> Problem to solve
Using the string "Bachfeldweg" as the key, pull each matching line out of the records below.

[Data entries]
################
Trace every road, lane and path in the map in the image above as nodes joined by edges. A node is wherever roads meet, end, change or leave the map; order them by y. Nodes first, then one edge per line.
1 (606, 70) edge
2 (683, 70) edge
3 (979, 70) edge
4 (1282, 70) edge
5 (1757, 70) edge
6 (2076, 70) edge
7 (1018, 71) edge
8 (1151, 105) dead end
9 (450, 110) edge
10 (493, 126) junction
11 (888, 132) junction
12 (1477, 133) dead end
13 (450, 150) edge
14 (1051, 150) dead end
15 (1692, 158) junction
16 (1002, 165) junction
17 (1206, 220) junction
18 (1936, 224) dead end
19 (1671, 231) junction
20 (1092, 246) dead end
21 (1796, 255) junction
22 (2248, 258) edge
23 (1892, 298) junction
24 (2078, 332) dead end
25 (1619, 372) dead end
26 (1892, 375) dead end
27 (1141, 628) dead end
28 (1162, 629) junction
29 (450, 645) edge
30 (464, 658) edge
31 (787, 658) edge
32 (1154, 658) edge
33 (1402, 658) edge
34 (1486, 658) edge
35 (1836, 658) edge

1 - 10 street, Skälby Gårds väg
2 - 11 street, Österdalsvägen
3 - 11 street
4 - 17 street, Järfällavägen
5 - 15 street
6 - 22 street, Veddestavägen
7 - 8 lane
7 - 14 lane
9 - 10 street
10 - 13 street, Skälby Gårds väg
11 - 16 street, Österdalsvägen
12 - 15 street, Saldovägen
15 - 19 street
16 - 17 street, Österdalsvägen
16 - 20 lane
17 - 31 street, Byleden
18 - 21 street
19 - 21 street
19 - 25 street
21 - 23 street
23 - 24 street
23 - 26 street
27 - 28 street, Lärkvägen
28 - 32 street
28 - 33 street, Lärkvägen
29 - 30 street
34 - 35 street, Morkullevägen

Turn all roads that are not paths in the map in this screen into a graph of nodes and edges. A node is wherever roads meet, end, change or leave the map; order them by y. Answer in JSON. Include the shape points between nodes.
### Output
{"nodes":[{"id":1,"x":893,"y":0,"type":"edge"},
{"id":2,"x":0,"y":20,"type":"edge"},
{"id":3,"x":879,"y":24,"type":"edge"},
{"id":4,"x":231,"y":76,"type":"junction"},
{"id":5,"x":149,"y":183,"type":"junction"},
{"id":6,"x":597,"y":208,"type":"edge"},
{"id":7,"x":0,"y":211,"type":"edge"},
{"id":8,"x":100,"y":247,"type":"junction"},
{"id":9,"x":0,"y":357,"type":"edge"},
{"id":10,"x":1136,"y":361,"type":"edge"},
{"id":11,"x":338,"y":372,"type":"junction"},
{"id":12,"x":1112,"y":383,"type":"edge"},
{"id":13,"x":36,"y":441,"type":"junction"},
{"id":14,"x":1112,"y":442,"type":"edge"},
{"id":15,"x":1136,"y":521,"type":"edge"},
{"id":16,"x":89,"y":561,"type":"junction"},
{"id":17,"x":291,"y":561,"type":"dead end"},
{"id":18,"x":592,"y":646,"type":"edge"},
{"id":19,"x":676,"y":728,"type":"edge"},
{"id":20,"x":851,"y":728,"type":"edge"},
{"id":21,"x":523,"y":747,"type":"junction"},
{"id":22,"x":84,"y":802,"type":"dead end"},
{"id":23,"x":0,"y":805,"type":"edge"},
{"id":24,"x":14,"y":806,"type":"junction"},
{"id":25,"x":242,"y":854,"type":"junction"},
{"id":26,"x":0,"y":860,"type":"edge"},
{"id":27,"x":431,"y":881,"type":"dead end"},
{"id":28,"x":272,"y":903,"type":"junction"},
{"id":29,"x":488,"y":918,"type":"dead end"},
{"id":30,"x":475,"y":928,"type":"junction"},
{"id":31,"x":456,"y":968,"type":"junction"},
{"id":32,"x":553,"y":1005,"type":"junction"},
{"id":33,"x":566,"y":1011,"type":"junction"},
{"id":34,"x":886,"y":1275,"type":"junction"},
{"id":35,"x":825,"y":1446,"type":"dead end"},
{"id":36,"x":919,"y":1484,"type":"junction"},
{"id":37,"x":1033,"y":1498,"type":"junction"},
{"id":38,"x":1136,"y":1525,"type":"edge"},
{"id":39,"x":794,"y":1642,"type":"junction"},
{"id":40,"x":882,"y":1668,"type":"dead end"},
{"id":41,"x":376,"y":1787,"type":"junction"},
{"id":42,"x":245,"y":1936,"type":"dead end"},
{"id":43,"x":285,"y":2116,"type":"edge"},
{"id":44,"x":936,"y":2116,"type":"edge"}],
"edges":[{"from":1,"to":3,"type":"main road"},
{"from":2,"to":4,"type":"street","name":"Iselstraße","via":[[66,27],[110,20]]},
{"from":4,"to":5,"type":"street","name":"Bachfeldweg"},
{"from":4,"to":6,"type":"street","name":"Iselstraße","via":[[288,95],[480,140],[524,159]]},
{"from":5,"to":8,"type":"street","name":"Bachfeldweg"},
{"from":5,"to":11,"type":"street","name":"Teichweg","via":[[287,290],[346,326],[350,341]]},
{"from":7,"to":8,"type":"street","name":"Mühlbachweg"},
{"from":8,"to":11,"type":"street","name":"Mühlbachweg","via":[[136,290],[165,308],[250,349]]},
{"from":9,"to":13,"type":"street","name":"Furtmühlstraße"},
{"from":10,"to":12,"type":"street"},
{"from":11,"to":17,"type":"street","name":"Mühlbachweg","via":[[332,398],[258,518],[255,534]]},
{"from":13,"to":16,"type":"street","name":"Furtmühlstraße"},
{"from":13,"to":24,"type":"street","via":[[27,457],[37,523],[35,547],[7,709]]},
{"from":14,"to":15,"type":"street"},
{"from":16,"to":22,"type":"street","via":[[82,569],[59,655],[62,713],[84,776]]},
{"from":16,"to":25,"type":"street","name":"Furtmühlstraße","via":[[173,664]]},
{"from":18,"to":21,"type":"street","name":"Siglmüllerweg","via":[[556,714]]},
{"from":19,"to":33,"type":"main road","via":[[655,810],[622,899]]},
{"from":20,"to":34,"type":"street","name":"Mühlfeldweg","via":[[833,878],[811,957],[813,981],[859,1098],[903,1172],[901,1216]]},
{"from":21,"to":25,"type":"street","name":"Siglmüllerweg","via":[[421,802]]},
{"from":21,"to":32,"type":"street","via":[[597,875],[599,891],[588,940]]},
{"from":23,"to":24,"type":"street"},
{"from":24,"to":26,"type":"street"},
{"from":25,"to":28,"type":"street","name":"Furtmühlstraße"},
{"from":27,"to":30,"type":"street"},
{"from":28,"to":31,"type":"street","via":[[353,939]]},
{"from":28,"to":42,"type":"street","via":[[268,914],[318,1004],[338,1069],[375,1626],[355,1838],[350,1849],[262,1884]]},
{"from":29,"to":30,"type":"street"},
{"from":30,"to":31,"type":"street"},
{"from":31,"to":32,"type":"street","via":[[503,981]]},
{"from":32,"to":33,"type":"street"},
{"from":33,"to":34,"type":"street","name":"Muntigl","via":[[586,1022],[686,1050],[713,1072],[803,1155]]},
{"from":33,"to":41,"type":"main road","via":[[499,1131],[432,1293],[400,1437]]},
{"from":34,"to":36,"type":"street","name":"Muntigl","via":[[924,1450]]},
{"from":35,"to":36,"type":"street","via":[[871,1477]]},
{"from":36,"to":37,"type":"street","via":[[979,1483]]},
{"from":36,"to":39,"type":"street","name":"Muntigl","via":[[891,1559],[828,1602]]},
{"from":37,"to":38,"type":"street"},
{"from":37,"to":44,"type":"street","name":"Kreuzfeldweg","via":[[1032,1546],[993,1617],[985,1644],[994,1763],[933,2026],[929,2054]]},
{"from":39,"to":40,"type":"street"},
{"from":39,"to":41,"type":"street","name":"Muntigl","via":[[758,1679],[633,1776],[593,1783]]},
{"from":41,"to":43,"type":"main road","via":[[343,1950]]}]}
################
> Solution to the problem
{"from":4,"to":5,"type":"street","name":"Bachfeldweg"},
{"from":5,"to":8,"type":"street","name":"Bachfeldweg"},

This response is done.